22. In his 31st enumeration of error, Kinsman
asks us to review certain issues that allegedly were timely raised
at trial even though they are neither enumerated as error nor argued
on appeal. We have reviewed the record pursuant to Rule IV (B) (2)
of the Unified Appeal Procedure. Ga. Court & Bar Rules, p. 9-15. We
do not find that Kinsman's sentence was imposed as the result of
passion, prejudice or other arbitrary factor. OCGA
17-10-35 (c) (1). See Hance v. Kemp,
258 Ga. 649 (4) (373 SE2d 184) (1988);
Julius v. Johnson, 840 F2d 1533, 1545-46 (V) (11th Cir. 1988).
23. The death sentence is neither excessive nor
disproportionate in this case. Compare Beck v.

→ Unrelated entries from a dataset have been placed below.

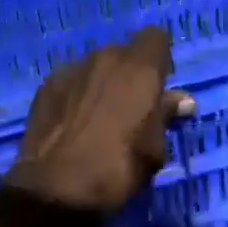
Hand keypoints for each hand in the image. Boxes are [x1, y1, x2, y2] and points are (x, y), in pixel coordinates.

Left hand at [4, 27, 194, 213]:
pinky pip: (71, 81)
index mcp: (139, 68)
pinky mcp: (45, 86)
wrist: (56, 188)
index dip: (159, 60)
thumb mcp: (154, 149)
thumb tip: (182, 100)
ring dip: (102, 83)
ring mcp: (71, 69)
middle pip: (123, 52)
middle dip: (129, 73)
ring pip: (95, 66)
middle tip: (132, 107)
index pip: (156, 37)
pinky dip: (77, 94)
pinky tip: (74, 122)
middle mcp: (105, 58)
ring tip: (99, 117)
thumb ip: (165, 116)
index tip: (159, 87)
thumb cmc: (118, 168)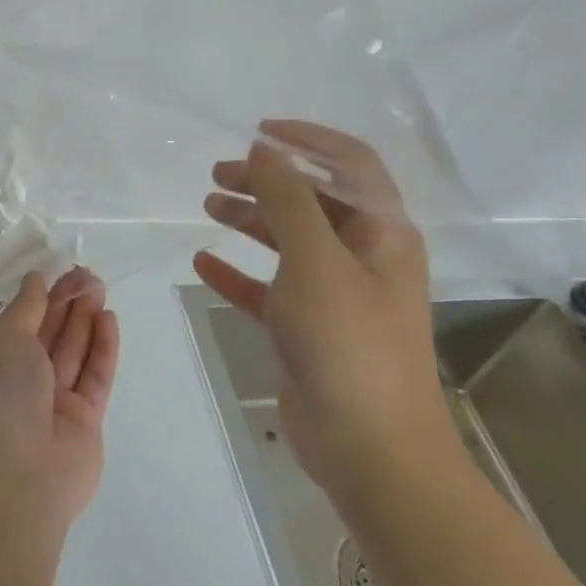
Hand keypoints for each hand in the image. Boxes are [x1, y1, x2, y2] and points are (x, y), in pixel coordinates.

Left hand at [0, 267, 119, 531]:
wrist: (19, 476)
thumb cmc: (1, 397)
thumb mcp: (6, 340)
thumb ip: (26, 308)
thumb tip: (35, 278)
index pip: (23, 323)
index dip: (43, 296)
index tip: (63, 271)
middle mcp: (24, 382)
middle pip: (51, 334)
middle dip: (68, 303)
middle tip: (89, 275)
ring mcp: (55, 403)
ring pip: (74, 352)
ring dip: (87, 319)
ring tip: (100, 288)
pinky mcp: (85, 421)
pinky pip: (95, 376)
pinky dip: (102, 348)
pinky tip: (109, 318)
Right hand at [192, 122, 455, 514]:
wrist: (371, 453)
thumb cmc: (348, 344)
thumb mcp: (315, 259)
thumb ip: (288, 198)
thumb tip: (265, 148)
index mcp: (381, 233)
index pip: (350, 164)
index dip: (307, 139)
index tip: (258, 131)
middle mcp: (362, 257)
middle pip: (312, 200)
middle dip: (267, 179)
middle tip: (219, 174)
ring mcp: (336, 295)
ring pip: (288, 241)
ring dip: (250, 218)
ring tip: (207, 205)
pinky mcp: (308, 330)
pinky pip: (269, 287)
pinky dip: (239, 271)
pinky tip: (204, 262)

State,
255 Ga. 483 (6) (340 SE2d 9) (1986);
Blanks v. State, 254 Ga. 420 (10) (330 SE2d
575) (1985). The similar cases listed in the Appendix support
the imposition of a death sentence in this case.
APPENDIX.
William J. Smith, District Attorney, J. Gray
Conger, Assistant District Attorney, Michael J. Bowers, Attorney
General, Paula K. Smith, Assistant Attorney General, for appellee.
Notes
1 The crime
was committed September 14, 1986. Kinsman was arrested on
December 5, 1986. He was indicted December 30, 1986, and tried
April 13 through April 18, 1987. He was sentenced to death on
April 15, 1987. A motion for new trial was filed May 22, 1987.
The motion was denied May 4, 1988. The case was docketed in this
court on May 16, 1988 and was argued orally on September 13,
1988.
2 "[T]rial
judges retain wide latitude insofar as the Confrontation Clause is
concerned to impose reasonable limits on cross-examination [about
possible witness bias] based on concerns about, among other things,
harassment, prejudice, confusion of the issues, the witness safety,
or interrogation that is repetitive or only marginally relevant."
Delaware v. Van Arsdall, 475 U. S. 673, 679 (106 SC 1431, 89 LE2d
674) (1986). See Lee v. State, 258 Ga. 762
(6) (374 SE2d 199) (1988). we do not decide whether a
limitation on the defendant's cross-examination of Hubbard would
have been appropriate on any of these grounds, because the trial
court relied on none of them. However, our opinion should not be
read as holding that no limitations may be placed on the scope of
cross-examination about this issue.
3 Formerly OCGA
17-8-55. Redesignated as
17-8-57 by Ga. Laws, 1985, p. 1190, 1.
H. Haywood Turner III, for appellant.
DECIDED FEBRUARY 15, 1989 -- RECONSIDERATION DENIED MARCH 29, 1989.